GABAのフリーキャッシュフローを予測した表。クリックすると拡大(右クリックして「別ウィンドウで表示」をお勧めします)

 これで将来稼ぐお金の見積もりができた。あとは、将来のキャッシュを現在の価値に換算して、現在の価格(株価)と比較すればいい。

 将来のキャッシュを現在の価値に換算するには、割引率(ワック、WACC)という指標を使うことになる。割引率というと何のことだろうと思うかもしれないが、これは将来のお金を現在の価値に割り引くための率だ。誰だって、5年後の100万円より、今の100万円のほうが好きに決まっている。だから将来のお金は、現在の価値に換算するときには割り引いて考えなければならない、ということだ。ここでは、ワックは7%〜9%とした。

将来稼ぐお金を現在の企業価値に換算する

フリーキャッシュフロー ÷ ワック = 企業価値


 通常は、この企業価値から借金を引くが、GABAは無借金なのでその必要はない。しかし、過去7回発行しているストックオプションが行使されると1株の価値が希薄化するのでそれを考慮する(潜在株式数を合わせた株式数の約30%)。

 その結果、GABAの1株あたりの理論価値は18万〜30万円と出た。7月30日のGABA株の終値は10万4000円なので、GABAの現在の価値と理論価格の差は、1.7〜2.7倍強あることになる。

 上記は試算なので、あくまで“そのシナリオ通りに行けば”の話である。当然、投資は自己責任で行うものだ。

株式投資はギャンブルではない

 さて、2週間にわたって企業分析をしてきたが、ここで大事なことは、株式投資をするなら、その企業の行く末を自分で考えてみること、そしてその結果を具体的な数字で表現するということだ。これができるようになることで初めて、投資が場当たり的なギャンブルではなく、訓練によって成長可能な仮説検証作業となる。

 投資で大事なことは、1年や2年ですぐに利益を上げることではない。投資に根拠を持たない人が損をしても得をしても、おそらくそれは「偶然」に過ぎない。若いうちは利益そのものよりも、自分の仮説と実際との差を縮めることのほうが大切だ。

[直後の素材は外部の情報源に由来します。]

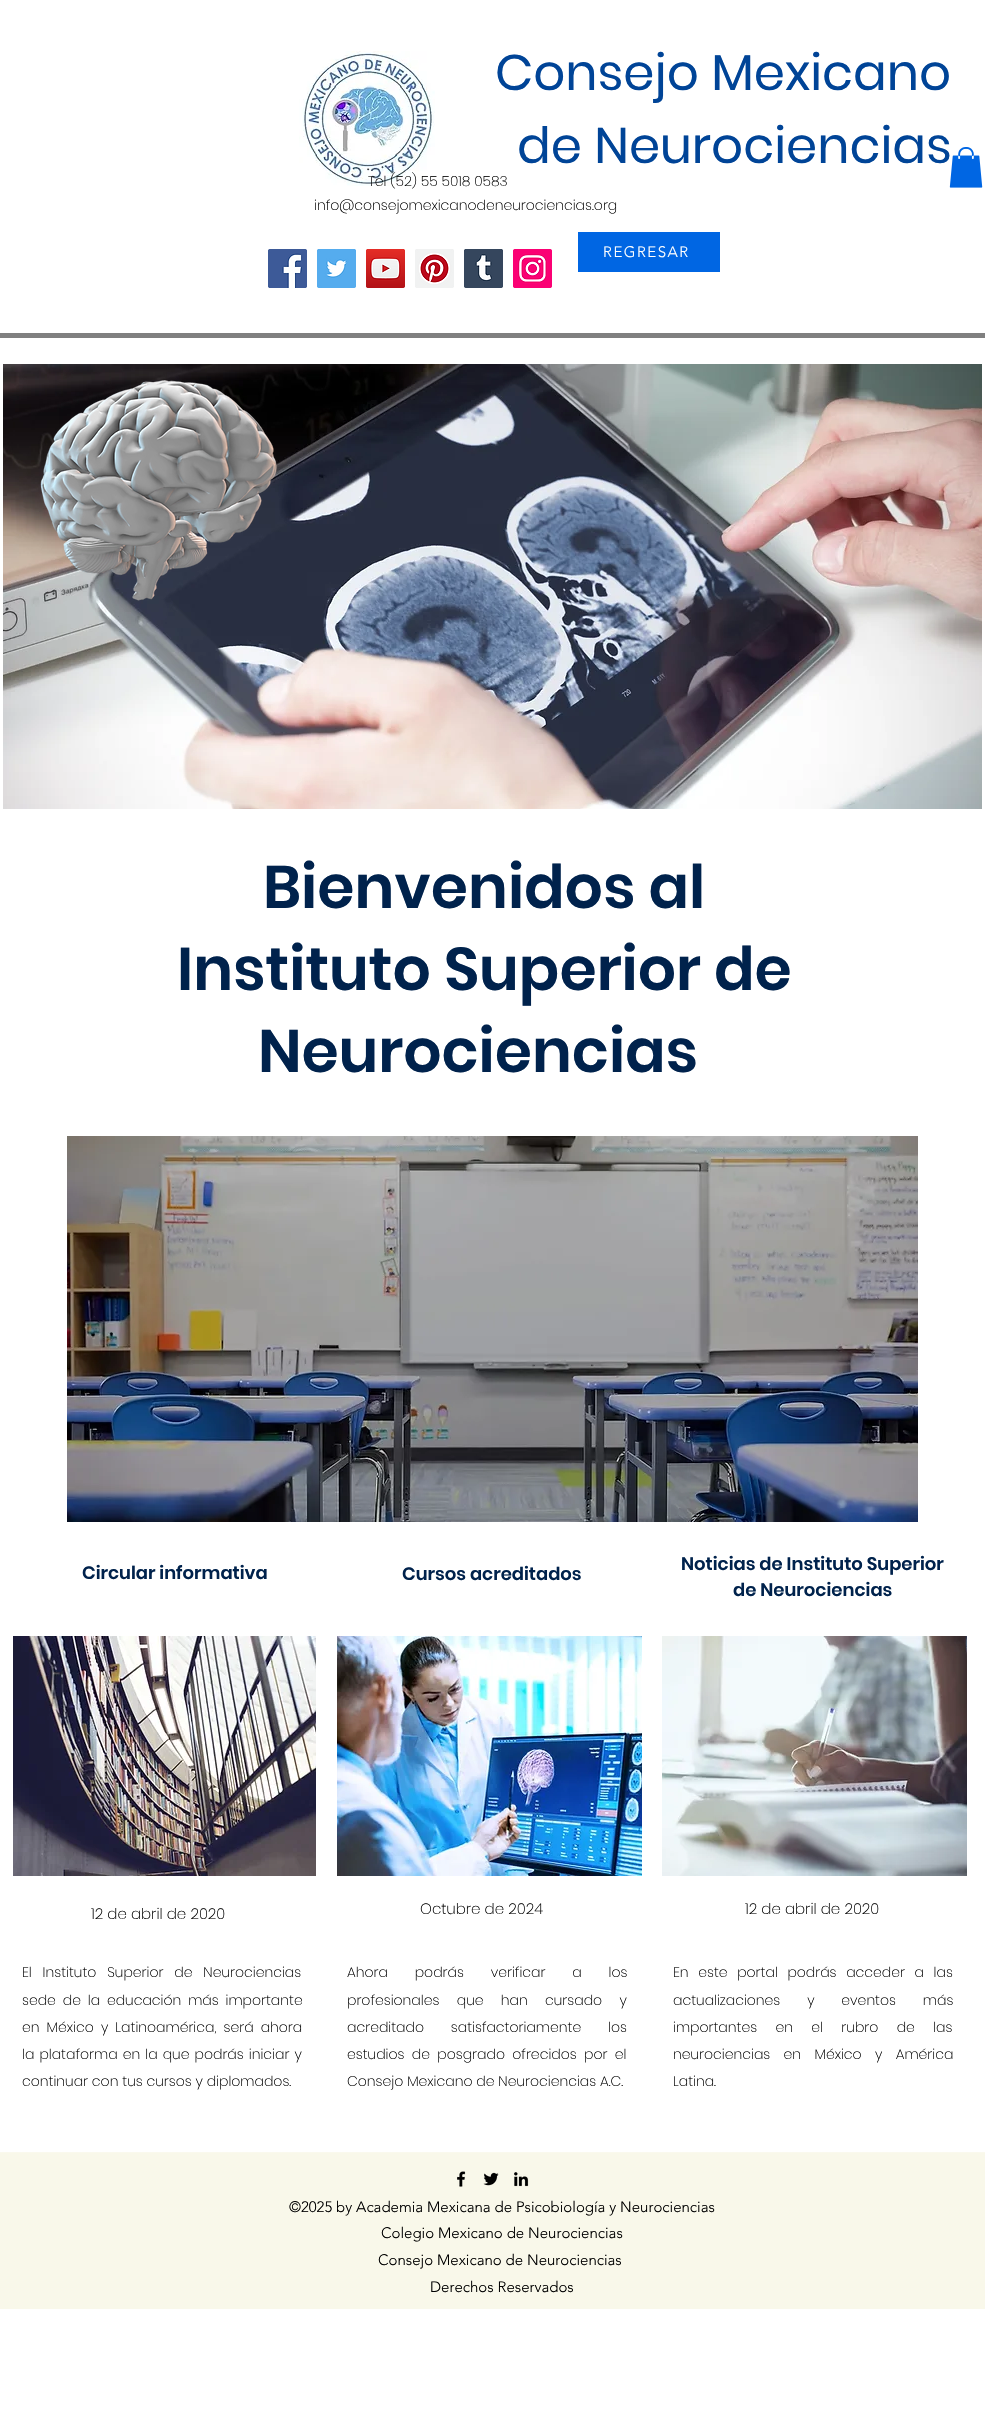 void draw(SkCanvas* canvas) {
  SkPaint paint;
  paint.setAntiAlias(true);
  auto face = [&](const char* family, int weight, float size, bool italic = false) {
    SkFontStyle style(weight, SkFontStyle::kNormal_Width,
      italic ? SkFontStyle::kItalic_Slant : SkFontStyle::kUpright_Slant);
    SkFont result(fontMgr->matchFamilyStyle(family, style), size);
    result.setSubpixel(true);
    return result;
  };
  auto writeSpaced = [&](const char* s, float x, float y, const SkFont& font, const SkPaint& ink, float letter, float word) {
    std::vector<SkGlyphID> glyphs(font.countText(s, strlen(s), SkTextEncoding::kUTF8));
    std::vector<float> xs(glyphs.size());
    font.textToGlyphs(s, strlen(s), SkTextEncoding::kUTF8, glyphs);
    font.getXPos(glyphs, xs, x);
    float extra = 0;
    for (size_t i = 0; i < glyphs.size(); i++) {
      xs[i] += extra;
      extra += letter + word * (glyphs[i] == font.unicharToGlyph(' '));
    }
    canvas->drawTextBlob(SkTextBlob::MakeFromPosHGlyphs(glyphs, xs, y, font), 0, 0, ink);
  };
  auto paste = [&](const char* path, float x, float y, float w, float h) {
    auto image = SkImages::DeferredFromEncodedData(SkData::MakeFromFileName(path));
    canvas->drawImageRect(image, SkRect::MakeXYWH(x, y, w, h), SkSamplingOptions());
  };
  canvas->clear(0xffffffff);
  paste("img/1.png", 299, 51, 136, 135);
  paste("img/2.png", 268, 249, 39, 39);
  paste("img/3.png", 317, 249, 39, 39);
  paste("img/4.png", 366, 249, 39, 39);
  paste("img/5.png", 415, 249, 39, 39);
  paste("img/6.png", 464, 249, 39, 39);
  paste("img/7.png", 513, 249, 39, 39);
  paint.setColor(0xff0066e3);
  canvas->drawRect(SkRect::MakeXYWH(578, 232, 142, 40), paint);
  paint.setColor(0xff808080);
  canvas->drawRect(SkRect::MakeXYWH(0, 333, 985, 5), paint);
  paste("img/9.png", 3, 364, 979, 445);
  paste("img/10.png", 40, 380, 237, 221);
  paste("img/11.png", 67, 1136, 851, 386);
  paste("img/12.png", 13, 1636, 303, 240);
  paste("img/13.png", 337, 1636, 305, 240);
  paste("img/14.png", 662, 1636, 305, 240);
  paint.setColor(0xfff9f8ea);
  canvas->drawRect(SkRect::MakeXYWH(0, 2153, 985, 156), paint);
  paint.setColor(0xfffaf9ed);
  canvas->drawRect(SkRect::MakeXYWH(0, 2152, 985, 1), paint);
  paste("img/15.png", 457, 2171, 9, 16);
  paste("img/16.png", 483, 2172, 16, 14);
  paste("img/17.png", 514, 2172, 15, 15);
  auto f0 = face("Poppins", 400, 50);
  paint.setColor(0xff004497);
  canvas->drawString("Consejo Mexicano", 495, 90, f0, paint);
  canvas->drawString("de Neurociencias", 517, 163, f0, paint);
  auto f1 = face("Poppins", 200, 14);
  paint.setColor(0xff000000);
  canvas->drawString("Tel (52) 55 5018 0583", 368, 186, f1, paint);
  auto f2 = face("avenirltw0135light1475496", 300, 15);
  paint.setColor(0xffffffff);
  writeSpaced("REGRESAR", 603, 257, f2, paint, 1.5f, 0);
  paste("img/8.png", 949, 147, 34, 41);
  paint.setColor(0xff000000);
  canvas->drawString("info@consejomexicanodeneurociencias.org", 314, 210, f1, paint);
  auto f3 = face("Poppins", 600, 60);
  paint.setColor(0xff00224c);
  {
    const struct { const char* s; float x, y; } items[] = {
      {"Bienvenidos al", 263, 908},
      {"Instituto Superior de", 177, 990},
      {"Neurociencias", 258, 1072},
    };
    for (auto [s, x, y] : items) {
      canvas->drawString(s, x, y, f3, paint);
    }
  }
  auto f4 = face("Poppins", 600, 18);
  {
    const struct { const char* s; float x, y; } items[] = {
      {"Circular informativa", 82, 1579},
      {"Cursos acreditados", 402, 1580},
      {"Noticias de Instituto Superior", 681, 1570},
      {"de Neurociencias", 733, 1596},
    };
    for (auto [s, x, y] : items) {
      canvas->drawString(s, x, y, f4, paint);
    }
  }
  auto f5 = face("Poppins", 200, 15);
  paint.setColor(0xff000000);
  {
    const struct { const char* s; float x, y; } items[] = {
      {"12 de abril de 2020", 91, 1919},
      {"Octubre de 2024", 420, 1914},
      {"12 de abril de 2020", 745, 1914},
    };
    for (auto [s, x, y] : items) {
      canvas->drawString(s, x, y, f5, paint);
    }
  }
  writeSpaced("El Instituto Superior de Neurociencias", 22, 1977, f1, paint, 0, 7);
  writeSpaced("sede de la educación más importante", 22, 2005, f1, paint, 0, 3);
  writeSpaced("en México y Latinoamérica, será ahora", 22, 2032, f1, paint, 0, 3.25f);
  writeSpaced("la plataforma en la que podrás iniciar y", 22, 2059, f1, paint, 0, 1.25f);
  canvas->drawString("continuar con tus cursos y diplomados.", 22, 2086, f1, paint);
  writeSpaced("Ahora podrás verificar a los", 347, 1977, f1, paint, 0, 23);
  writeSpaced("profesionales que han cursado y", 347, 2005, f1, paint, 0, 13.5f);
  writeSpaced("acreditado satisfactoriamente los", 347, 2032, f1, paint, 0, 23);
  writeSpaced("estudios de posgrado ofrecidos por el", 347, 2059, f1, paint, 0, 3.5f);
  canvas->drawString("Consejo Mexicano de Neurociencias A.C.", 347, 2086, f1, paint);
  writeSpaced("En este portal podrás acceder a las", 673, 1977, f1, paint, 0, 5.75f);
  writeSpaced("actualizaciones y eventos más", 673, 2005, f1, paint, 0, 23);
  writeSpaced("importantes en el rubro de las", 673, 2032, f1, paint, 0, 14.5f);
  writeSpaced("neurociencias en México y América", 673, 2059, f1, paint, 0, 9.5f);
  canvas->drawString("Latina.", 673, 2086, f1, paint);
  {
    const struct { const char* s; float x, y; } items[] = {
      {"©2025 by Academia Mexicana de Psicobiología y Neurociencias", 289, 2212},
      {"Colegio Mexicano de Neurociencias", 381, 2238},
      {"Consejo Mexicano de Neurociencias", 378, 2265},
      {"Derechos Reservados", 430, 2292},
    };
    for (auto [s, x, y] : items) {
      canvas->drawString(s, x, y, f2, paint);
    }
  }
}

 誠の読者世代にとって、投資は一生の作業となる。だから、今学ぶべきは、すぐに儲かる安易な投資テクニックではなく、どっしりと腰をすえた本物の知識だということである。ぜひ、「いろいろな会社の企業分析」にチャレンジしてほしい。きっと半年後には大きく成長していることだろう。なお、今回のGABAの企業価値評価に関しては、投資家であり企業分析家でもあるS氏のご協力をいただいた。ありがとうございました。